No matter to Mitch Silverstein.

“I would make space now if I could get a hold of one,” said Mr. Silverstein, 55 years old, of Nyack, N.Y. “It reflects our mortality. You’re grabbing something that reminds you of your youth and preserving it.”

Half a century ago, these lampposts dotted the grounds of the 1964-1965 World’s Fair in Queens, an array of whimsical exhibits and rides spread across 646 acres that would become Flushing Meadows-Corona Park. After the fair, a set of the luminaires, as they are known, was shipped 100 miles to Analomink, Pa., to welcome honeymooners to the Penn Hills Resort.

With the 50th anniversary of the fair’s opening this spring, online retailers are peddling books and trinkets from the fair for baby boomers high on nostalgia. But ardent collectors such as Mr. Silverstein have their eyes set on the luminaires at Penn Hills, which closed several years ago and recently transferred into new hands.

“They were just totally different from any other streetlight at the time,” said Bill Cotter, co-author of the new book “Images of Modern America: The 1964-1965 New York’s World’s Fair.”

The group that owns the property, Penn Resort Investments LLC, would prefer to keep the landmark lampposts at the 61.7-acre resort and sell the place as a whole, said one of the company’s principals, David Keller. But Mr. Keller, who said the group turned down an offer of $10,000 for the 10 luminaires on the grounds, said he and his partners could be convinced to sell the lampposts for the right price.

A spokesman for the Queens Museum, which is housed in the former New York City pavilion from the 1964-1965 fair, said the museum isn’t interested in buying the lights but would be open to accepting them as a donation.

Built by Westinghouse, the luminaires came in 76 modular configurations, from only four cubes per post to as many as 16, in vibrant colors like red, yellow, violet, coral, olive green, and chartreuse, according to renderings and fair brochures. Each translucent panel fit into a metal framework, and below them was a sound speaker.

After the fair closed, the luminaires could be found at salvage yards outside the fairgrounds, Mr. Cotter said. They resurfaced at the Villa Vosilla resort in Tannersville, N.Y.; the Orange County Fairgrounds in Middletown, N.Y., and as far away as the Oklahoma State Fairgrounds.

A 1978 TV commercial for Penn Hills played a romantic jingle—“If you’re in love, you’ll love Penn Hills”—over scenes of biking, dancing, tennis, horseback riding, and a large swimming pool with two luminaires nearby.

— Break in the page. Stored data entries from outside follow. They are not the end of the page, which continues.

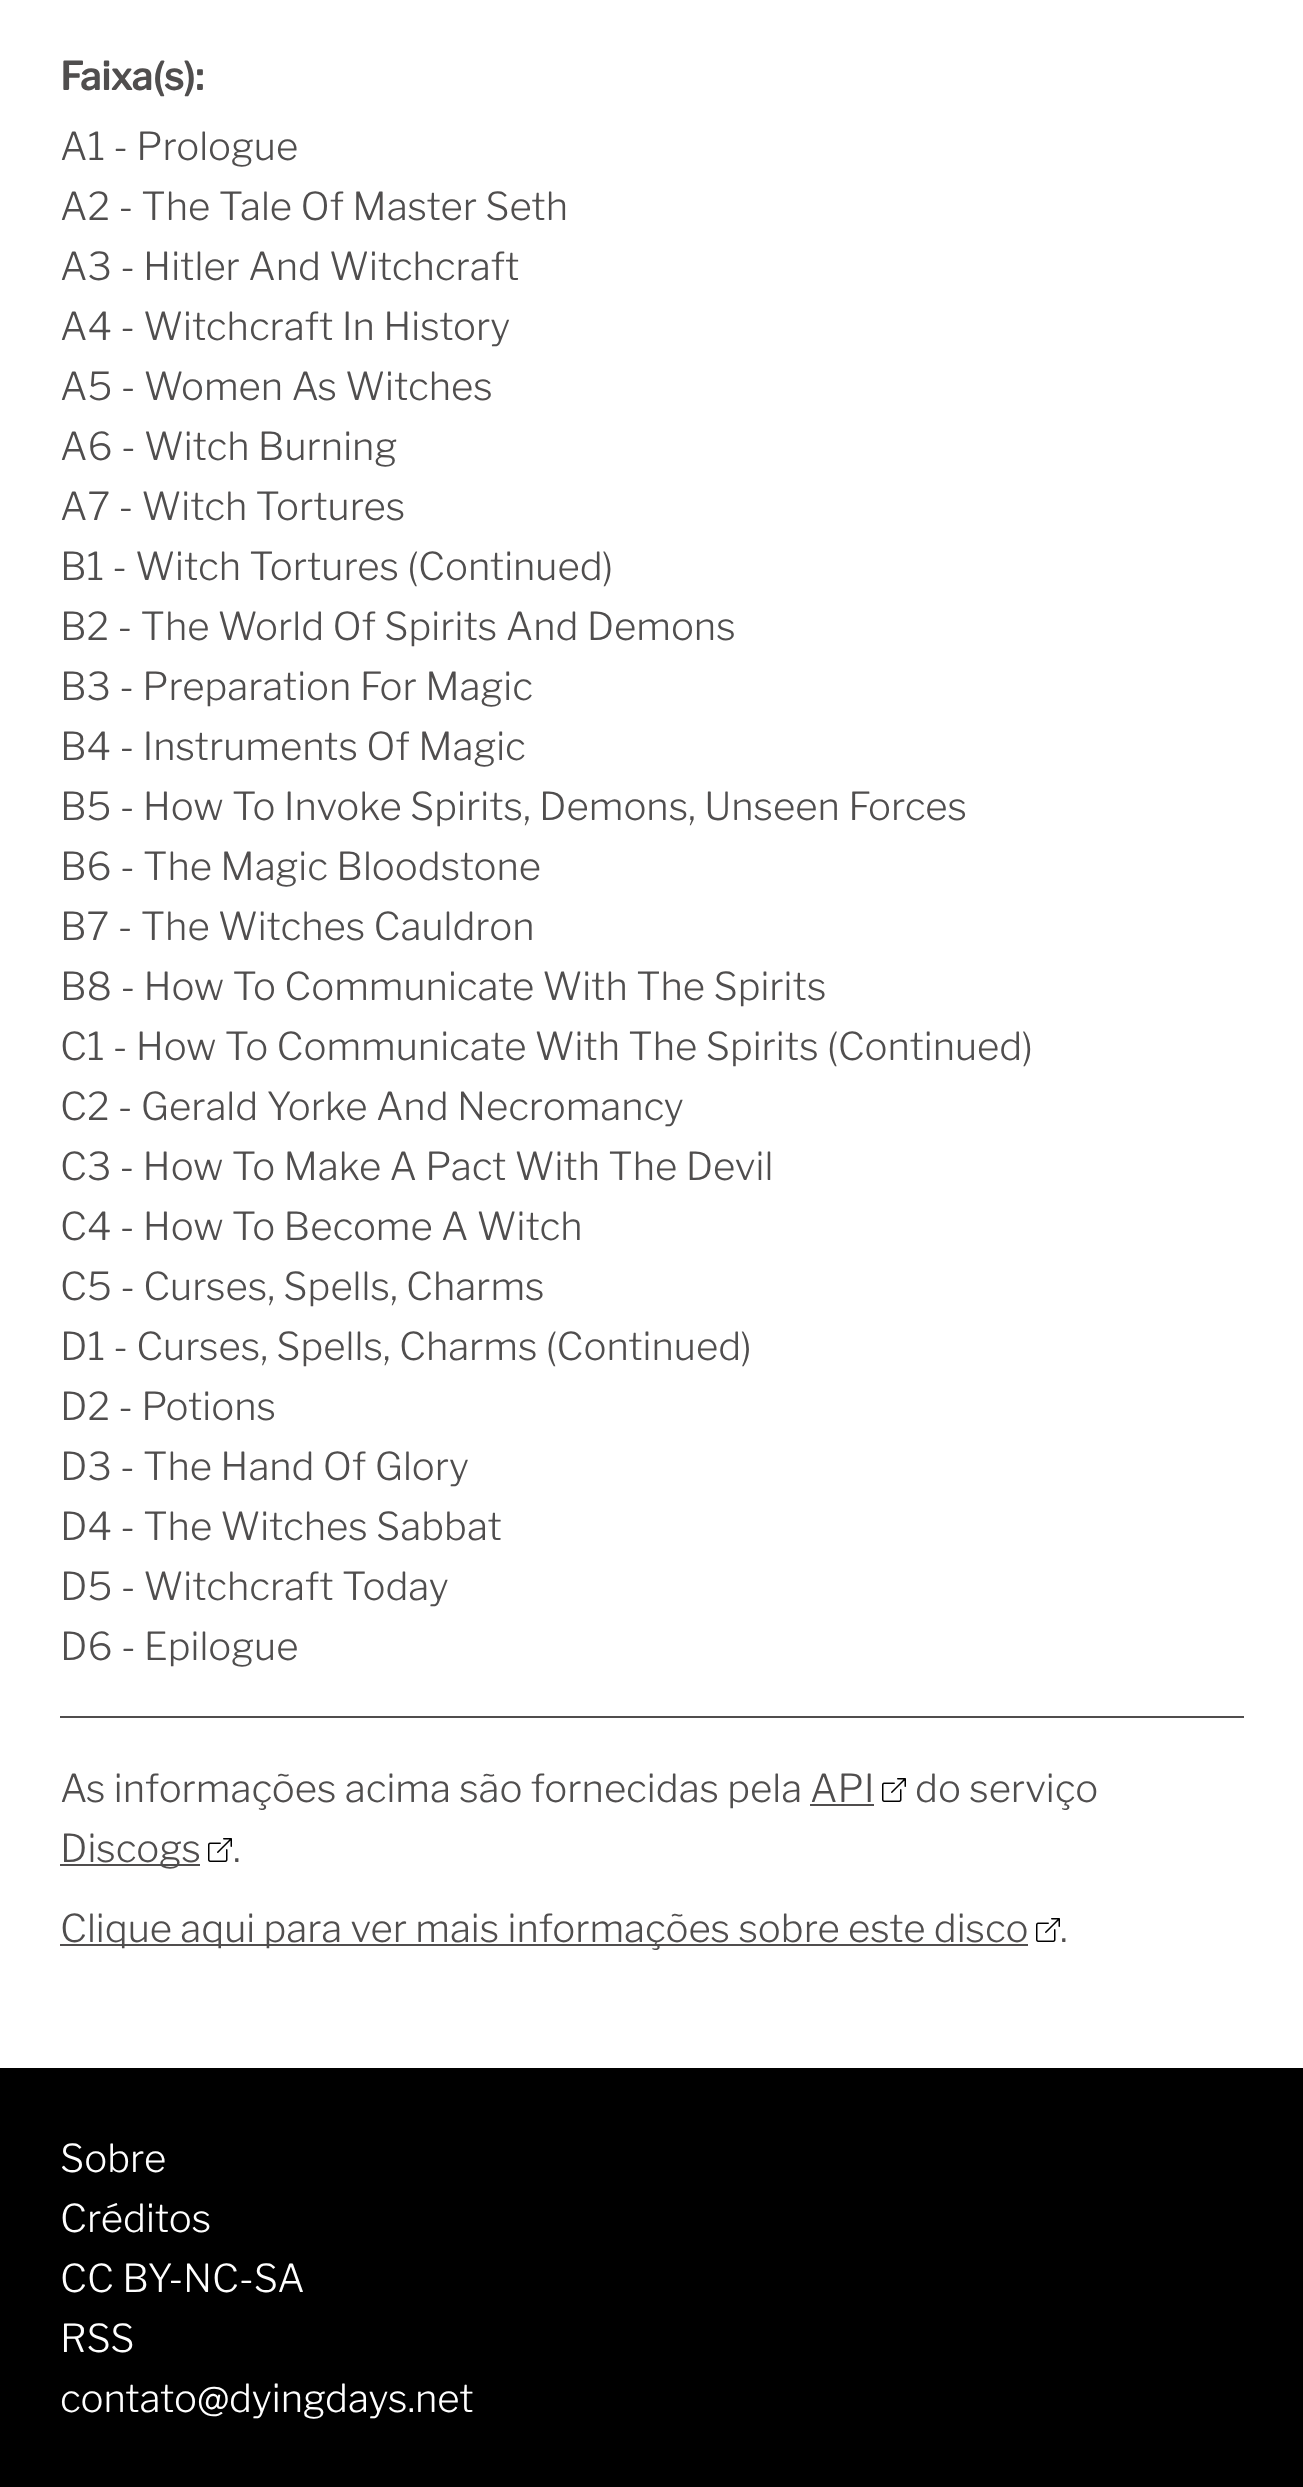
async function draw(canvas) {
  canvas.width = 1303;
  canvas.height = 2487;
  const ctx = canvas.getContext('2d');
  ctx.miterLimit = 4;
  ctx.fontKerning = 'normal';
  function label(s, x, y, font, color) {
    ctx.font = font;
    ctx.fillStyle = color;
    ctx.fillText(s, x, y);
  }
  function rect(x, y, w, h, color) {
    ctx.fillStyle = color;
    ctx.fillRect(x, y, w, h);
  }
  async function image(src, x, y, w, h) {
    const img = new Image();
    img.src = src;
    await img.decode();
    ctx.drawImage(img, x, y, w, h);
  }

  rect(0, 0, 1303, 2487, '#fff');
  label('Faixa(s):', 60, 90, 'bold 38.4px Libre Franklin', '#504e4e');
  label('A1 - Prologue', 60, 160, '300 38.4px Libre Franklin', '#504e4e');
  label('A2 - The Tale Of Master Seth', 60, 220, '300 38.4px Libre Franklin', '#504e4e');
  label('A3 - Hitler And Witchcraft', 60, 280, '300 38.4px Libre Franklin', '#504e4e');
  label('A4 - Witchcraft In History', 60, 340, '300 38.4px Libre Franklin', '#504e4e');
  label('A5 - Women As Witches', 60, 400, '300 38.4px Libre Franklin', '#504e4e');
  label('A6 - Witch Burning', 60, 460, '300 38.4px Libre Franklin', '#504e4e');
  label('A7 - Witch Tortures', 60, 520, '300 38.4px Libre Franklin', '#504e4e');
  label('B1 - Witch Tortures (Continued)', 60, 580, '300 38.4px Libre Franklin', '#504e4e');
  label('B2 - The World Of Spirits And Demons', 60, 640, '300 38.4px Libre Franklin', '#504e4e');
  label('B3 - Preparation For Magic', 60, 700, '300 38.4px Libre Franklin', '#504e4e');
  label('B4 - Instruments Of Magic', 60, 760, '300 38.4px Libre Franklin', '#504e4e');
  label('B5 - How To Invoke Spirits, Demons, Unseen Forces', 60, 820, '300 38.4px Libre Franklin', '#504e4e');
  label('B6 - The Magic Bloodstone', 60, 880, '300 38.4px Libre Franklin', '#504e4e');
  label('B7 - The Witches Cauldron', 60, 940, '300 38.4px Libre Franklin', '#504e4e');
  label('B8 - How To Communicate With The Spirits', 60, 1000, '300 38.4px Libre Franklin', '#504e4e');
  label('C1 - How To Communicate With The Spirits (Continued)', 60, 1060, '300 38.4px Libre Franklin', '#504e4e');
  label('C2 - Gerald Yorke And Necromancy', 60, 1120, '300 38.4px Libre Franklin', '#504e4e');
  label('C3 - How To Make A Pact With The Devil', 60, 1180, '300 38.4px Libre Franklin', '#504e4e');
  label('C4 - How To Become A Witch', 60, 1240, '300 38.4px Libre Franklin', '#504e4e');
  label('C5 - Curses, Spells, Charms', 60, 1300, '300 38.4px Libre Franklin', '#504e4e');
  label('D1 - Curses, Spells, Charms (Continued)', 60, 1360, '300 38.4px Libre Franklin', '#504e4e');
  label('D2 - Potions', 60, 1420, '300 38.4px Libre Franklin', '#504e4e');
  label('D3 - The Hand Of Glory', 60, 1480, '300 38.4px Libre Franklin', '#504e4e');
  label('D4 - The Witches Sabbat', 60, 1540, '300 38.4px Libre Franklin', '#504e4e');
  label('D5 - Witchcraft Today', 60, 1600, '300 38.4px Libre Franklin', '#504e4e');
  label('D6 - Epilogue', 60, 1660, '300 38.4px Libre Franklin', '#504e4e');
  rect(60, 1716, 1184, 2, '#504e4e');
  label('As informações acima são fornecidas pela', 60, 1802, '300 38.4px Libre Franklin', '#504e4e');
  label('API', 810, 1802, '300 38.4px Libre Franklin', '#504e4e');
  rect(810, 1804, 64, 2, '#504e4e');
  await image('assets/img1.png', 882, 1778, 24, 24);
  label('do serviço', 915, 1802, '300 38.4px Libre Franklin', '#504e4e');
  rect(60, 1864, 140, 2, '#504e4e');
  label('Discogs', 60, 1862, '300 38.4px Libre Franklin', '#504e4e');
  await image('assets/img1.png', 208, 1838, 24, 24);
  label('.', 233, 1862, '300 38.4px Libre Franklin', '#504e4e');
  rect(60, 1944, 968, 2, '#504e4e');
  label('Clique aqui para ver mais informações sobre este disco', 60, 1942, '300 38.4px Libre Franklin', '#504e4e');
  await image('assets/img1.png', 1036, 1918, 24, 24);
  label('.', 1060, 1942, '300 38.4px Libre Franklin', '#504e4e');
  rect(0, 2068, 1303, 419, '#000');
  label('Sobre', 60, 2172, '300 38.4px Libre Franklin', '#fff');
  label('Créditos', 60, 2232, '300 38.4px Libre Franklin', '#fff');
  label('CC BY-NC-SA', 60, 2292, '300 38.4px Libre Franklin', '#fff');
  label('RSS', 60, 2352, '300 38.4px Libre Franklin', '#fff');
  label('contato@dyingdays.net', 60, 2412, '300 38.4px Libre Franklin', '#fff');
}

draw(document.querySelector('canvas'));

But the ranks of luminaires, which numbered about 1,800 at the world’s fair, have dwindled to no more than 200 today, by Mr. Cotter’s estimate.

The lamps’ 16-inch plexiglass cubes make them fragile and clunky to collect. Still, graphic designer Doug Seed, 62, managed to save four when Canobie Lake Park in Salem, N.H., scrapped most of them in 2009.

“You can’t not remember the lampposts,” said Mr. Seed, who went to the fair in each of its two summer seasons. “Where else were you going to see these things?”

Mr. Seed eventually gave away two lamps to friends he met on a world’s fair message board, furniture shop owner Gary Holmes, 60, of Wurtsboro, N.Y., and Long Island contractor John Piro, 64.

That made three luminaires for Mr. Holmes, who previously salvaged one from a shuttered restaurant in Liberty, N.Y., and another from a bungalow community near Wurtsboro.

“I’m still kind of a world’s fair nut,” Mr. Holmes said. “I’m interested in just making sure these things don’t get lost or totally destroyed. Even though there are hundreds of these around, you should try to save a few because you never know what will happen to them.”

Mr. Piro, meanwhile, worked his luminaire into the deck in his backyard in Westbury, rewiring the lights to illuminate his barbecues on summer nights and connecting the speaker to a radio.

“People come over and they’re mesmerized by it,” Mr. Piro said proudly. “It’s transcending—the lights and the shape. It’s absolutely beautiful. Every night I go out and turn it on.”

Mr. Cotter, the author, admitted that he would be in the market for a Penn Hills luminaire himself if not for the long haul from his home in Los Angeles to the Poconos, and the inevitable fight that would ensue with his wife over cluttering the house.

“Probably going to be a hard sell,” he said with a laugh, “but it’s awful tempting.”